La serpiente

 

                                                                        Por Liliana Mizrahi

 

San Pablo. Brasil. Febrero de 1988.

 

Seguíamos en la comunidad mi amiga y yo y otros tantos brasileros y argentinos, haciendo un vida muy diferente a todo. Nos levantábamos a las 5 de la mañana a meditar. Cuando terminábamos de meditar, íbamos a desayunar. Hacíamos una ronda alrededor de la mesa donde estaba el pan recién hecho, el dulce, el queso, té y agradecíamos todo lo que íbamos a comer. Esa ronda era hermosa para mí. Me hacía bien agradecer. Desayunábamos en silencio, contemplando la naturaleza, concentrados en cada bocado.

 

Todo era meditativo, masticar, lavar, barrer, trabajar la tierra, caminar, amasar el pan, lavar los baños o la cocina o los platos, bañarse, descansar. Ese fue el gran aprendizaje.

 

Después del desayuno los que querían volvían a su habitación a ordenarla, ventilarla, hacer la cama.
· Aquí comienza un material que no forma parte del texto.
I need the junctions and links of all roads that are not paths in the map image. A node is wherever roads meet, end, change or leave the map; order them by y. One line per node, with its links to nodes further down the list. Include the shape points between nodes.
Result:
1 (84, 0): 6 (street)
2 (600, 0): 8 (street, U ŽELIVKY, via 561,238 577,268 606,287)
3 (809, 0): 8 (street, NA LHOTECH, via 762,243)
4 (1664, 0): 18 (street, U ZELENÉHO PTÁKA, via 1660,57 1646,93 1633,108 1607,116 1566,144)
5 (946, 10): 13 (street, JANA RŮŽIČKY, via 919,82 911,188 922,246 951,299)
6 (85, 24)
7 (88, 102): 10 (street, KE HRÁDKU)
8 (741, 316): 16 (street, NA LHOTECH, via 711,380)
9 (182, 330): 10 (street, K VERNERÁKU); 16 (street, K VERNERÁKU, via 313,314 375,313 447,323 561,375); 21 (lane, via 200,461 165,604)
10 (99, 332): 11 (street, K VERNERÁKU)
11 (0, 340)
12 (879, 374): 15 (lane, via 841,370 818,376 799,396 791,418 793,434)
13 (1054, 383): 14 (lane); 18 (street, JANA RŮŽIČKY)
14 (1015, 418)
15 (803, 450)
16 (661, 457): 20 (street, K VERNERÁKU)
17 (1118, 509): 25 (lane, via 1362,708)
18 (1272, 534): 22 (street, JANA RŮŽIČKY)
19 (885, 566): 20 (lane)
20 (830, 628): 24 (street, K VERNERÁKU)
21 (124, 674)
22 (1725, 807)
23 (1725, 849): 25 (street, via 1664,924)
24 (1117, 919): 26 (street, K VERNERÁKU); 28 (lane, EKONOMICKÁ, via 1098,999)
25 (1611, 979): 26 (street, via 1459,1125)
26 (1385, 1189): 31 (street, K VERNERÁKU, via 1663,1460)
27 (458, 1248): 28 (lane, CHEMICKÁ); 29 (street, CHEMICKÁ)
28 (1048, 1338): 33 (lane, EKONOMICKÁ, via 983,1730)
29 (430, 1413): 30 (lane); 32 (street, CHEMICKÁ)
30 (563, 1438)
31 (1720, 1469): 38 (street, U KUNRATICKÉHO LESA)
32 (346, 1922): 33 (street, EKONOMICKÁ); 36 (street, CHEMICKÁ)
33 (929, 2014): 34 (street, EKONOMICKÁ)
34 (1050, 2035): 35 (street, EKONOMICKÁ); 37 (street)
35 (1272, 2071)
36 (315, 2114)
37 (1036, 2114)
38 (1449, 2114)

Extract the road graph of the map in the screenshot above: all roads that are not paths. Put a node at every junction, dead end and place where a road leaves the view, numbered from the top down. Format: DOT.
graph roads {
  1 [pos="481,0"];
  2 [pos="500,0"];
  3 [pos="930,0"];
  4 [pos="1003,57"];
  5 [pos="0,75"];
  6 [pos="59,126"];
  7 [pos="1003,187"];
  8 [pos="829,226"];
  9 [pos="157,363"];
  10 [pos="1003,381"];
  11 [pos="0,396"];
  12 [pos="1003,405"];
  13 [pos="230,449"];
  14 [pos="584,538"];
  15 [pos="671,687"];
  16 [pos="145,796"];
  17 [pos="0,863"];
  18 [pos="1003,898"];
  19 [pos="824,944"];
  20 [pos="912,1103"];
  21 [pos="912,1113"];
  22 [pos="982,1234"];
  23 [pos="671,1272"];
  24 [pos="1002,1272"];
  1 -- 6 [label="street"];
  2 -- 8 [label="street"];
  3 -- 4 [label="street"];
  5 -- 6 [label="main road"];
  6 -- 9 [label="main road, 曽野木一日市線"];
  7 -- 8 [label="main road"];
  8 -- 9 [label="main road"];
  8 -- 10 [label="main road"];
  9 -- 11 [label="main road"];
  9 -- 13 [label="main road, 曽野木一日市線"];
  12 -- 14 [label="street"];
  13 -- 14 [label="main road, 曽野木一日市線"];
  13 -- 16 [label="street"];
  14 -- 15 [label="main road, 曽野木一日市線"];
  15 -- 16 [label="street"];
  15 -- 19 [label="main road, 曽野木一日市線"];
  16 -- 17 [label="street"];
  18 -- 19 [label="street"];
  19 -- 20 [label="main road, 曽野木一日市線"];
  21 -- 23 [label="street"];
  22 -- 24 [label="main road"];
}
La higiene, el orden, la limpieza tiene un carácter espiritual también, es amor a sí mismo/a, es cuidado de sí mismo y del lugar que uno habita. Todo se realizaba concentradamente, era el aquí y ahora permanente, eso permitía otra comunicación, con palabras o sin palabras, otra manera de estar y además una conciencia muy amplia del amor, depositado en pequeñas tareas.

 

Ellos, la gente de la comunidad, decían: “cómo está adentro// está afuera. El afuera muestra el adentro”.

 

Este clima meditativo y sereno, me permitía pensar en la muerte de mi madre y en su vida y en nuestras vidas juntas y separadas.

Me gustaba arreglar mi cuarto, ella me había enseñado eso de chica.

Teníamos un baño compartido que debíamos limpiar después de usarlo, para que, el que viniera después no encontrara señales de nuestro paso.

Ese fue un aprendizaje del respeto, del cuidado al otro, de su bienestar. Parecía un re aprendizaje de la responsabilidad y el respeto.

 

Mi amiga estaba tan feliz que un día me dijo: ¿no nos habremos muerto y estamos en el paraíso?

Después de esa pregunta me sucedió una de las cosas más raras e impresionantes de mi vida.

 

Era la hora de la siesta, mi amiga y yo caminábamos por los senderos del jardín que era maravilloso por la variedad de plantas y flores y pájaros en los árboles, altísimas palmeras: el paraíso.

Seguimos caminando, había pocas personas alrededor y algo frío, húmedo y duro se me enroscó en las piernas, en los tobillos y lo único que atiné a hacer fue gritar y saltar, no podía mirar qué era, mi amiga miró y gritaba más, los otros de por ahí miraban mis tobillos y gritaban también. Empezó a aparecer más gente.

 

Una serpiente se había enrollado en mis tobillos y me impedía moverme, lo único que supe hacer fue saltar y gritar, y ver las caras de los que me rodeaban. Fueron instantes, minutos, no sé, pero de tanto saltar la serpiente se soltó, me soltó y se fue. Ese salto fue un Salto con mayúscula en mi vida. comencé a crear, crear, crear como algo cotidiano que yo necesitaba hacía años.

 

La serpiente nunca me hizo daño, ni me picó, ni yo intenté agredirla. Mi amiga estaba en pánico y todo lo que se le ocurría era ir a ponerse zoquetes. Me dieron agua. Me atendieron con cariño. Nunca ví la serpiente pero la sentí, sobre todo su fuerza, su dureza.

 

Inmediatamente recordé que antes de viajar a San Pablo, fuimos a visitar a gente que llegaba de la comunidad, para saber qué llevar o no llevar, cómo era el lugar, el clima. En una de esas reuniones yo pregunté: ¿hay serpientes en la comunidad?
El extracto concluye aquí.